• _WORK TO COMPLETE_
Only the pictures are to be left out; set down the rest of the records exactly.

(Stored data)
++++++
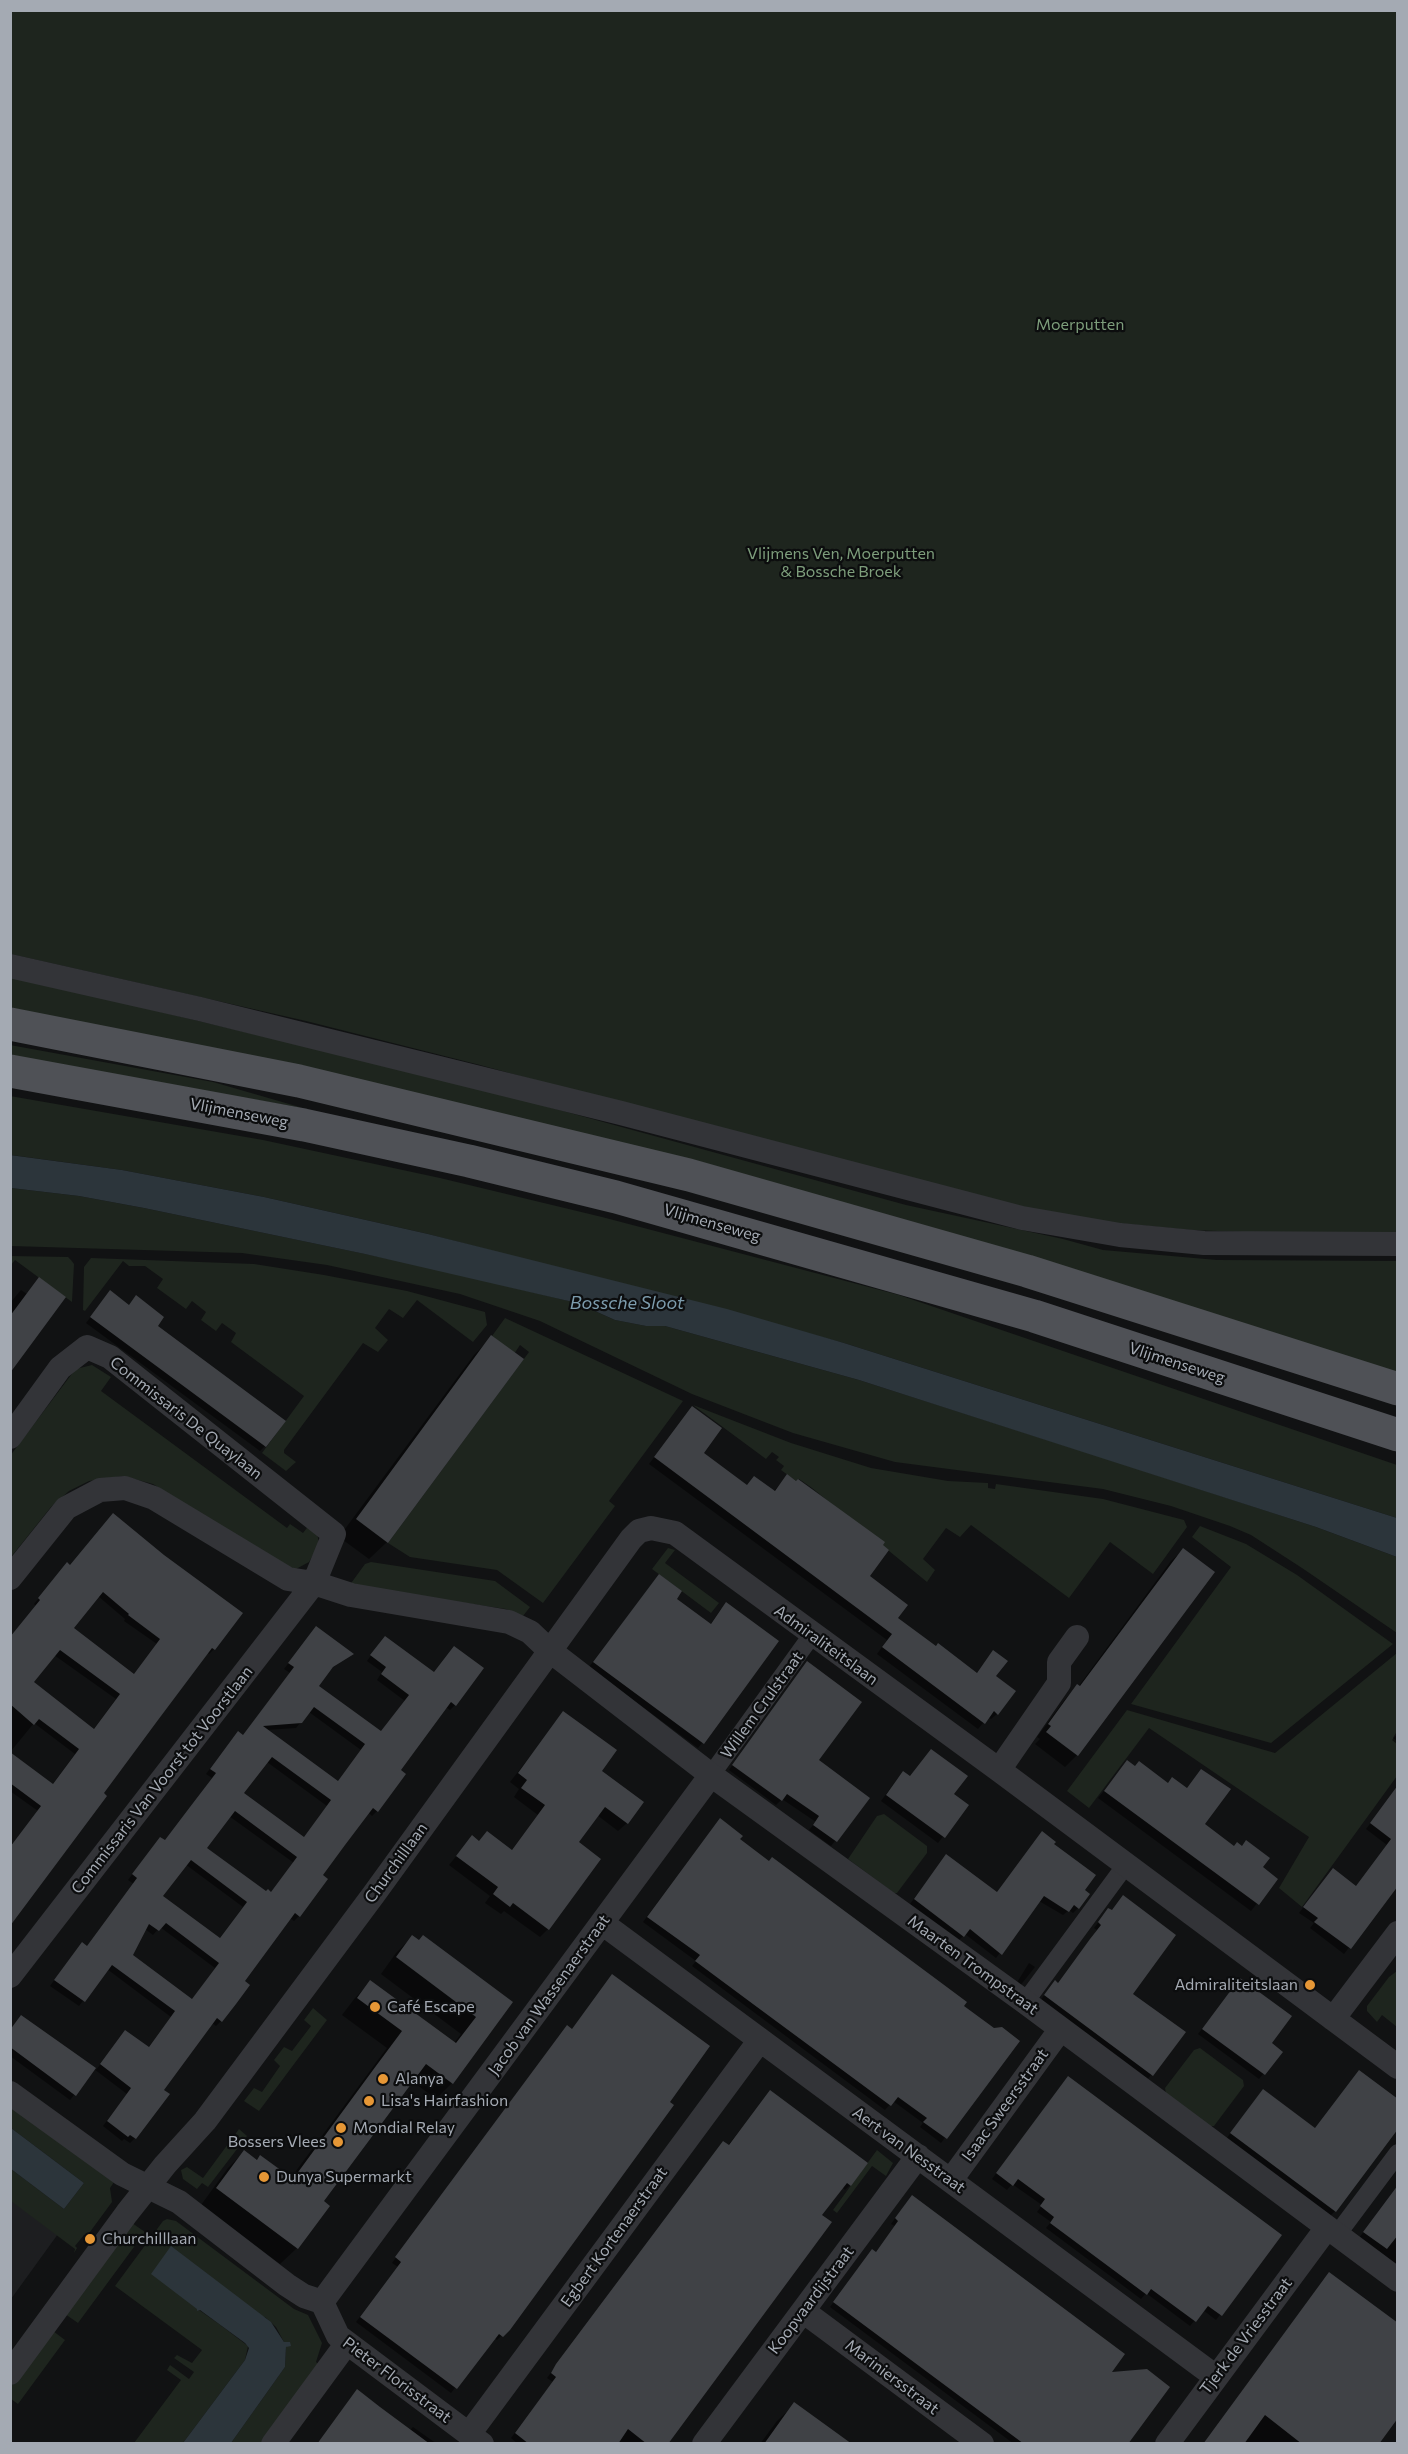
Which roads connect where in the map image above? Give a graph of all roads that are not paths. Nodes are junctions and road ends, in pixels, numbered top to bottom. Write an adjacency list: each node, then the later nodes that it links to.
1 (10, 966): 4 (street)
2 (10, 1024): 5 (main road)
3 (10, 1071): 6 (main road, Vlijmenseweg)
4 (1398, 1244)
5 (1398, 1389)
6 (1398, 1435)
7 (10, 1437): 10 (street, Commissaris De Quaylaan)
8 (651, 1528): 11 (street, Admiraliteitslaan); 13 (street, Churchilllaan)
9 (10, 1578): 10 (street)
10 (314, 1583): 13 (street); 19 (street, Commissaris Van Voorst tot Voorstlaan)
11 (812, 1635): 14 (street, Admiraliteitslaan); 15 (street, Willem Crulstraat)
12 (1077, 1637): 14 (street)
13 (549, 1650): 15 (street, Maarten Trompstraat); 29 (street, Churchilllaan)
14 (999, 1770): 16 (street, Admiraliteitslaan)
15 (711, 1775): 17 (street, Jacob van Wassenaerstraat); 20 (street, Maarten Trompstraat)
16 (1125, 1866): 20 (street); 21 (street, Admiraliteitslaan)
17 (602, 1923): 23 (street, Aert van Nesstraat); 32 (street, Jacob van Wassenaerstraat)
18 (1398, 1933): 21 (street)
19 (10, 1976)
20 (1025, 2002): 22 (street, Maarten Trompstraat)
21 (1333, 2019): 24 (street, Admiraliteitslaan)
22 (1060, 2030): 28 (street, Isaac Sweersstraat); 30 (street, Maarten Trompstraat)
23 (760, 2040): 27 (street, Aert van Nesstraat); 37 (street, Egbert Kortenaerstraat)
24 (1398, 2067)
25 (10, 2093): 29 (street)
26 (1398, 2153): 30 (street)
27 (918, 2156): 28 (street, Aert van Nesstraat); 33 (street, Koopvaardijstraat)
28 (951, 2180): 36 (street, Aert van Nesstraat)
29 (148, 2187): 32 (street); 35 (street, Churchilllaan)
30 (1331, 2232): 31 (street, Maarten Trompstraat); 36 (street, Tjerk de Vriesstraat)
31 (1398, 2280)
32 (322, 2302): 34 (street, Pieter Florisstraat)
33 (803, 2311): 38 (street, Mariniersstraat); 40 (street, Koopvaardijstraat)
34 (347, 2343): 37 (street, Pieter Florisstraat); 39 (street)
35 (10, 2373)
36 (1216, 2376): 41 (street, Tjerk de Vriesstraat)
37 (475, 2439)
38 (974, 2441)
39 (273, 2444)
40 (704, 2444)
41 (1167, 2444)

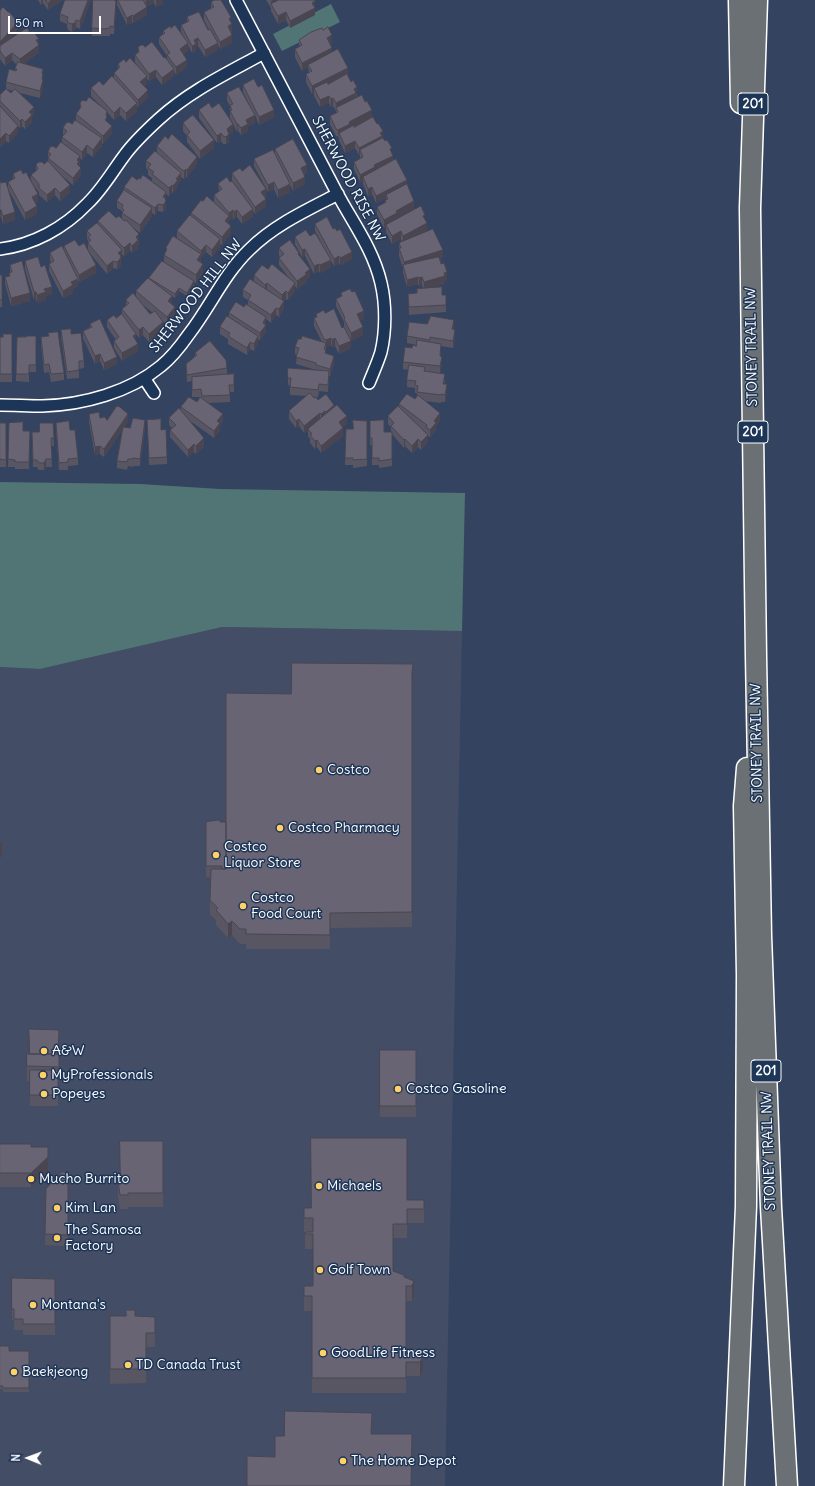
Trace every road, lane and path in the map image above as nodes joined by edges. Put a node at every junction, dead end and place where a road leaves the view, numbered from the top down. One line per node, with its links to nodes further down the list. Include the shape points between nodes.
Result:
1 (236, 0): 4 (street, SHERWOOD RISE NW)
2 (739, 0): 6 (highway, via 742,142)
3 (757, 0): 6 (highway, STONEY TRAIL NW / 201)
4 (264, 53): 5 (street, SHERWOOD RISE NW); 7 (street, via 199,88 161,118 134,145 87,204 63,225 46,235)
5 (338, 194): 8 (street, SHERWOOD HILL NW, via 267,233 248,251 229,274 188,336 162,366); 9 (street, SHERWOOD RISE NW, via 368,246 381,283 384,306 382,346)
6 (750, 208): 12 (highway, STONEY TRAIL NW / 201)
7 (0, 249)
8 (144, 378): 10 (street); 11 (street, SHERWOOD HILL NW, via 102,397 71,403 43,406)
9 (369, 383)
10 (154, 393)
11 (0, 405)
12 (756, 656): 13 (highway, via 744,806 747,975 746,1206); 14 (highway, STONEY TRAIL NW / 201, via 761,934 769,1161)
13 (734, 1486)
14 (787, 1486)

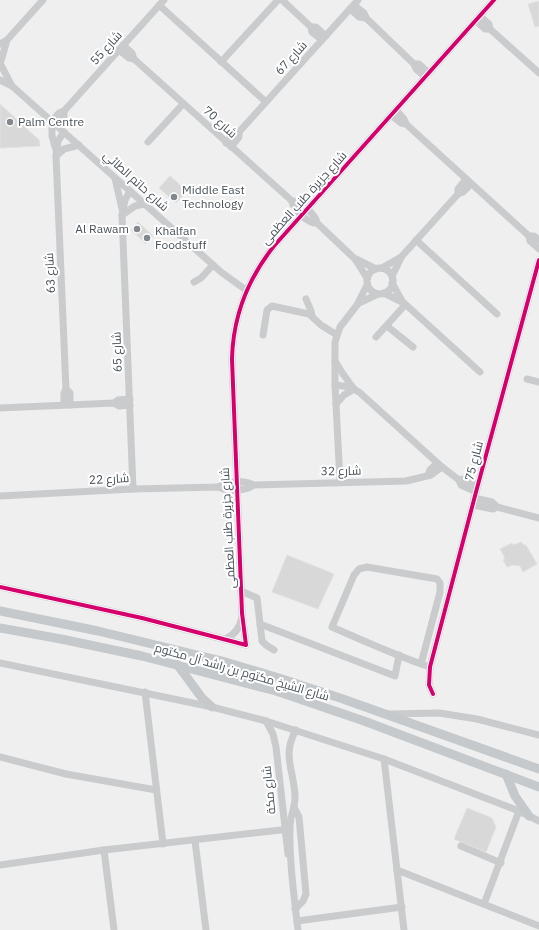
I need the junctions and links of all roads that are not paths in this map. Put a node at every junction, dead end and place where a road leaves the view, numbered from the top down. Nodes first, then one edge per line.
++++++
• _OUTPUT BELOW_
Which roads connect where in the map image above? Give a graph of all roads that are not paths. Nodes are junctions and road ends, in pixels, numbered top to bottom. Write an adjacency list: each node, then the later nodes that it links to.
1 (10, 966): 4 (street)
2 (10, 1024): 5 (main road)
3 (10, 1071): 6 (main road, Vlijmenseweg)
4 (1398, 1244)
5 (1398, 1389)
6 (1398, 1435)
7 (10, 1437): 10 (street, Commissaris De Quaylaan)
8 (651, 1528): 11 (street, Admiraliteitslaan); 13 (street, Churchilllaan)
9 (10, 1578): 10 (street)
10 (314, 1583): 13 (street); 19 (street, Commissaris Van Voorst tot Voorstlaan)
11 (812, 1635): 14 (street, Admiraliteitslaan); 15 (street, Willem Crulstraat)
12 (1077, 1637): 14 (street)
13 (549, 1650): 15 (street, Maarten Trompstraat); 29 (street, Churchilllaan)
14 (999, 1770): 16 (street, Admiraliteitslaan)
15 (711, 1775): 17 (street, Jacob van Wassenaerstraat); 20 (street, Maarten Trompstraat)
16 (1125, 1866): 20 (street); 21 (street, Admiraliteitslaan)
17 (602, 1923): 23 (street, Aert van Nesstraat); 32 (street, Jacob van Wassenaerstraat)
18 (1398, 1933): 21 (street)
19 (10, 1976)
20 (1025, 2002): 22 (street, Maarten Trompstraat)
21 (1333, 2019): 24 (street, Admiraliteitslaan)
22 (1060, 2030): 28 (street, Isaac Sweersstraat); 30 (street, Maarten Trompstraat)
23 (760, 2040): 27 (street, Aert van Nesstraat); 37 (street, Egbert Kortenaerstraat)
24 (1398, 2067)
25 (10, 2093): 29 (street)
26 (1398, 2153): 30 (street)
27 (918, 2156): 28 (street, Aert van Nesstraat); 33 (street, Koopvaardijstraat)
28 (951, 2180): 36 (street, Aert van Nesstraat)
29 (148, 2187): 32 (street); 35 (street, Churchilllaan)
30 (1331, 2232): 31 (street, Maarten Trompstraat); 36 (street, Tjerk de Vriesstraat)
31 (1398, 2280)
32 (322, 2302): 34 (street, Pieter Florisstraat)
33 (803, 2311): 38 (street, Mariniersstraat); 40 (street, Koopvaardijstraat)
34 (347, 2343): 37 (street, Pieter Florisstraat); 39 (street)
35 (10, 2373)
36 (1216, 2376): 41 (street, Tjerk de Vriesstraat)
37 (475, 2439)
38 (974, 2441)
39 (273, 2444)
40 (704, 2444)
41 (1167, 2444)

Trace every road, lane and path in the map image above as nodes joined by edges. Put a node at every junction, dead end and place where a road leaves the view, numbered from the top down. One line per node, with its links to nodes further down the list. Include the shape points between nodes.
Result:
1 (236, 0): 4 (street, SHERWOOD RISE NW)
2 (739, 0): 6 (highway, via 742,142)
3 (757, 0): 6 (highway, STONEY TRAIL NW / 201)
4 (264, 53): 5 (street, SHERWOOD RISE NW); 7 (street, via 199,88 161,118 134,145 87,204 63,225 46,235)
5 (338, 194): 8 (street, SHERWOOD HILL NW, via 267,233 248,251 229,274 188,336 162,366); 9 (street, SHERWOOD RISE NW, via 368,246 381,283 384,306 382,346)
6 (750, 208): 12 (highway, STONEY TRAIL NW / 201)
7 (0, 249)
8 (144, 378): 10 (street); 11 (street, SHERWOOD HILL NW, via 102,397 71,403 43,406)
9 (369, 383)
10 (154, 393)
11 (0, 405)
12 (756, 656): 13 (highway, via 744,806 747,975 746,1206); 14 (highway, STONEY TRAIL NW / 201, via 761,934 769,1161)
13 (734, 1486)
14 (787, 1486)

I need the junctions and links of all roads that are not paths in this map. Put a node at every junction, dead end and place where a road leaves the view, numbered from the top down. Nodes first, then one edge per line.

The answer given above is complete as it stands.